Rik is a gifted hacker, and among other things he has been trying to improve the efficiency and speed of maintenance of those lists in the kernel responsible for managing all the virtual memory pages in the system. One of the main questions to address in every operating system VM code is: "How do you choose which page to steal next when there is a RAM shortage?"

In the 2.4.0 release, the Linux kernel scans the process page and decides which page to remove. The problem with this approach is that sometimes a lot of process tables have to be scanned to free just one page, or very few pages. Also, this approach does not guarantee that the pages stolen are only those that will not be needed again very soon. Some UNIXes introduced the notion of the working set; that is, the minimum amount required by a process to function efficiently. This solution is, however, limited to per-process pages only and does not consider other kinds of pages, such as filesystem caching. Stealing from these pages might in some cases even prove counter-productive. Very often in VM theory, a solution to one problem can worsen another; that's why kernel programming is difficult.

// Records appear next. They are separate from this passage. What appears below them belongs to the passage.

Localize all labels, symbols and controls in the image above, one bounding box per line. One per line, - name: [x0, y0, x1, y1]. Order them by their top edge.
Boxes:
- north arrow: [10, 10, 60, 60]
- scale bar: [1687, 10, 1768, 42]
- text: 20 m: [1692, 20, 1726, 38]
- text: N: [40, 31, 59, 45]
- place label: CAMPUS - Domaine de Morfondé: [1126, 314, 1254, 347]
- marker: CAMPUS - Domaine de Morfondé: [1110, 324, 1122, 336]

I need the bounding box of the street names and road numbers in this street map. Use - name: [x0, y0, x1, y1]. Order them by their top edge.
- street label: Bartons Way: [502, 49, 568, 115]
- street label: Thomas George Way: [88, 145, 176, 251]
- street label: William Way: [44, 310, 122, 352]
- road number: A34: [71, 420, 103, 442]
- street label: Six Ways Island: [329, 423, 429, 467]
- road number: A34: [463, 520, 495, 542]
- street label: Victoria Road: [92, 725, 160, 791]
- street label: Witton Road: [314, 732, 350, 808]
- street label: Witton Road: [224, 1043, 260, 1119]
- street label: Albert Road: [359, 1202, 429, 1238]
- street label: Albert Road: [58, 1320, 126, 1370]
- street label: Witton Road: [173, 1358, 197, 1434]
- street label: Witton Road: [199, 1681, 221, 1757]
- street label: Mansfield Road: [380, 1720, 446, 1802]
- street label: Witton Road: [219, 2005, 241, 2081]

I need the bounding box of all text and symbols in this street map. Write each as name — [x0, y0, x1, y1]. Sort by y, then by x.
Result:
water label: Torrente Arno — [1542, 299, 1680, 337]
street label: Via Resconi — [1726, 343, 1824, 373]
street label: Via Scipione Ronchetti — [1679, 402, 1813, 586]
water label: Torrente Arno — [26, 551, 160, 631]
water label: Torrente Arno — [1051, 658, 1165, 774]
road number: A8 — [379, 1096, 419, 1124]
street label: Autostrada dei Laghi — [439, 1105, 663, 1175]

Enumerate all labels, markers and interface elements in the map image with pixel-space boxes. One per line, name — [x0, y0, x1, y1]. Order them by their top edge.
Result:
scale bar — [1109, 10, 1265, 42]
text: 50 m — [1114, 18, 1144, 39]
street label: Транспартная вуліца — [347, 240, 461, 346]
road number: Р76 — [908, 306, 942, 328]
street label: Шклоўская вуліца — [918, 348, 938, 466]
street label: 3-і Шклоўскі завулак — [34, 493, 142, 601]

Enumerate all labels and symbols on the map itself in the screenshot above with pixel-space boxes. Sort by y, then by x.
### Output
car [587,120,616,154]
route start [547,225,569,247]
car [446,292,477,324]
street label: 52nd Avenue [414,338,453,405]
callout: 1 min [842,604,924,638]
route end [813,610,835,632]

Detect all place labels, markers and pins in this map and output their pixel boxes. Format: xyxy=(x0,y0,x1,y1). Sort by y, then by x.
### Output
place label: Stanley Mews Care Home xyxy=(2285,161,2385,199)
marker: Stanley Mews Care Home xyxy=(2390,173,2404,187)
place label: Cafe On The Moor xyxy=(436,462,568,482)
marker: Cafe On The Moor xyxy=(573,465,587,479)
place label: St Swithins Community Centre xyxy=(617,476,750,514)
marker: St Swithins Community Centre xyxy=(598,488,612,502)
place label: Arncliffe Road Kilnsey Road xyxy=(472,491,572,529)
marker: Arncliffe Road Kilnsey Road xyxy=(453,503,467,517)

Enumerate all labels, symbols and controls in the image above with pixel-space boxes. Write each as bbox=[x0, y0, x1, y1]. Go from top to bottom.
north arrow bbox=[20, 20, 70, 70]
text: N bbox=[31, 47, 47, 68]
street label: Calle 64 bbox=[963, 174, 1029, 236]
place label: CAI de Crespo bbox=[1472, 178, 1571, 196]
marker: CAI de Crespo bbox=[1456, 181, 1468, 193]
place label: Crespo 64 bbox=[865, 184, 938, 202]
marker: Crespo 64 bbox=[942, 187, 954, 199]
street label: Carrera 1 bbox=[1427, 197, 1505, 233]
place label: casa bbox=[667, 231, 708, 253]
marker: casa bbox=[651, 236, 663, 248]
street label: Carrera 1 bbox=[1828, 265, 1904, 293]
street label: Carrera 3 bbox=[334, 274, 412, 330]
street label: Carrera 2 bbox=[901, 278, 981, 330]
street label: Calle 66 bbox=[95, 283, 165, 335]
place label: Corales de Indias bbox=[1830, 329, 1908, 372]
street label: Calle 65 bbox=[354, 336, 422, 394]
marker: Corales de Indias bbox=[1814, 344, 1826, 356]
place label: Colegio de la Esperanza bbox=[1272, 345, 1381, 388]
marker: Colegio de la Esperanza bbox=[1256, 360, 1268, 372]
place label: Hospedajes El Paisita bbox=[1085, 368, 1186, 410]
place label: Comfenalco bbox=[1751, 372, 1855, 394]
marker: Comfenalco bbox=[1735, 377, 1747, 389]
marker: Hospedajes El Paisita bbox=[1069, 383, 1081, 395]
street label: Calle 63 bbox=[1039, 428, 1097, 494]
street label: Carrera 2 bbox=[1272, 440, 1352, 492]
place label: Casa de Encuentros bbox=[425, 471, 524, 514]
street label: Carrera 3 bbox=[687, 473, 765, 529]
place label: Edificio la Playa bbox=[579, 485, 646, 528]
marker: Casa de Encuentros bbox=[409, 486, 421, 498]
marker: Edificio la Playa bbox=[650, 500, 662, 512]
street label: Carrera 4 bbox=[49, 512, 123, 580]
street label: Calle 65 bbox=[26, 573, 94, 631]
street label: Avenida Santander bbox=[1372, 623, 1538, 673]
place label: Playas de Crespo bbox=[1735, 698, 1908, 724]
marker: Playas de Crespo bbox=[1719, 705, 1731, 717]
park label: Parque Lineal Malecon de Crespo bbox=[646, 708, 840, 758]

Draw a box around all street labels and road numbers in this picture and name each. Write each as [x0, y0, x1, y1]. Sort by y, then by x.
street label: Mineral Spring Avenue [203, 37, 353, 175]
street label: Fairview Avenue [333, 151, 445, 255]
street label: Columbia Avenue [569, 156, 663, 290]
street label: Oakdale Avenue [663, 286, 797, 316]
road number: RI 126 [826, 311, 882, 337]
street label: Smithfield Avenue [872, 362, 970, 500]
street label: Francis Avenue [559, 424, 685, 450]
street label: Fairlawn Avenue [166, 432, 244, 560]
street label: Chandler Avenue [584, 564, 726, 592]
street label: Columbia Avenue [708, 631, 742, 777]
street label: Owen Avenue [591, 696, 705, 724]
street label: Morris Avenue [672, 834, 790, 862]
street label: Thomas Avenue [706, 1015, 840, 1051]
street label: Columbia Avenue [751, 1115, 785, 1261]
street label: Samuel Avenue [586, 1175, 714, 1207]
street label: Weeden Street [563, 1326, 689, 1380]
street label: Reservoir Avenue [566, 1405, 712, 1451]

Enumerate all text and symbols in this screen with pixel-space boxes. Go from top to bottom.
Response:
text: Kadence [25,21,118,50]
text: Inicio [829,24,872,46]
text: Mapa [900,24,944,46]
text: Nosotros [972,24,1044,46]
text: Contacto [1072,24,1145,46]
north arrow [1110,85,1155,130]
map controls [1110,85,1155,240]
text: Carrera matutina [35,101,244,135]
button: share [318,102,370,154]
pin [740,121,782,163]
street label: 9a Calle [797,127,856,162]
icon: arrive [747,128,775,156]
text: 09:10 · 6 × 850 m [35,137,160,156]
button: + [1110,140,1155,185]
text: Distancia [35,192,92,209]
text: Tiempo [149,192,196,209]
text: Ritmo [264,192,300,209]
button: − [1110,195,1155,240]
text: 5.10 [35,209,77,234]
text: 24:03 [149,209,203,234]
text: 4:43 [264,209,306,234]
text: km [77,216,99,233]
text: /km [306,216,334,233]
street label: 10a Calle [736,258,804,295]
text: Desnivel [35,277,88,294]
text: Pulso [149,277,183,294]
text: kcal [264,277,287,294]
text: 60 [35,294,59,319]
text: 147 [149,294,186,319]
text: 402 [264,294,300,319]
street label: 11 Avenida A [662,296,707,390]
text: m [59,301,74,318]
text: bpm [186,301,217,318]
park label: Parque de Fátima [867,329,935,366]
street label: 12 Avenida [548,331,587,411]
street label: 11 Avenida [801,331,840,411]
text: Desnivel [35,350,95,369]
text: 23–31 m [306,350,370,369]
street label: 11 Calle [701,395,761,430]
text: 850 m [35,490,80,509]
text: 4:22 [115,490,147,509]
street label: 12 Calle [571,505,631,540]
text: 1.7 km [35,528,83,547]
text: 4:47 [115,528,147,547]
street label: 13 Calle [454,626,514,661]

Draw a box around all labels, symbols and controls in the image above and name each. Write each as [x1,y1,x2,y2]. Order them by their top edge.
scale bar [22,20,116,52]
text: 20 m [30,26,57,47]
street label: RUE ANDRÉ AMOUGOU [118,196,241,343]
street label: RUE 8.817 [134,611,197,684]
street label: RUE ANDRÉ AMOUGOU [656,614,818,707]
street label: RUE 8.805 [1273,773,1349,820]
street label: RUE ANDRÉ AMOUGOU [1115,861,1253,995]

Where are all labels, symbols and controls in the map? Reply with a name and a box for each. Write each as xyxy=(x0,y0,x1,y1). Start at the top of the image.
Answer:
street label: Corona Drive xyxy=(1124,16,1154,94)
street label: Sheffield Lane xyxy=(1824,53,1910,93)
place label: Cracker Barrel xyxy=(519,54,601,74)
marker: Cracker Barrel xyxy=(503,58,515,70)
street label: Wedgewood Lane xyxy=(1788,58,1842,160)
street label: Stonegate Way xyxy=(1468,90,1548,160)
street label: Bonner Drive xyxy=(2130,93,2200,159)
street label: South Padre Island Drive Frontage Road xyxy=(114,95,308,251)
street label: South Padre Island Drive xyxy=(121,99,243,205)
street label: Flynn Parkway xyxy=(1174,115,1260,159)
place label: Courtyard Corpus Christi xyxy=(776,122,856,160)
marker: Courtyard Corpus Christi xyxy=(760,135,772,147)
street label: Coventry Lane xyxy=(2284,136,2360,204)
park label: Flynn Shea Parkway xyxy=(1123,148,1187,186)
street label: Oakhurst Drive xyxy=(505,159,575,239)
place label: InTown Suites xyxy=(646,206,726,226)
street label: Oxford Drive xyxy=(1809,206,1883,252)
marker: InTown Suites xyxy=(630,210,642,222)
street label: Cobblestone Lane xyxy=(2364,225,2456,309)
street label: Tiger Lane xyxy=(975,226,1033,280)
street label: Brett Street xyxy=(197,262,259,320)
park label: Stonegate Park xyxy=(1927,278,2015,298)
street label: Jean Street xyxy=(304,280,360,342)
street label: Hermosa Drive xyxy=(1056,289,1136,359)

Rik van Riel and I have variously discussed another approach, called "reverse mapping," which implements a reverse-lookup between the page and process table. Once you have reverse-mapped pages, the VM can simply scan the pages for the ones to be freed. Naturally, some extra fields need to be added to the appropriate control tables to allow this reverse mapping. My own implementation has an overhead of 14 bytes and is therefore certainly a lesser solution than Rik's — his overhead is just 8 bytes.

Other extremely talented kernel hackers such as Marcelo Tosati and Ben LaHaise have made other important contributions to the Linux VM.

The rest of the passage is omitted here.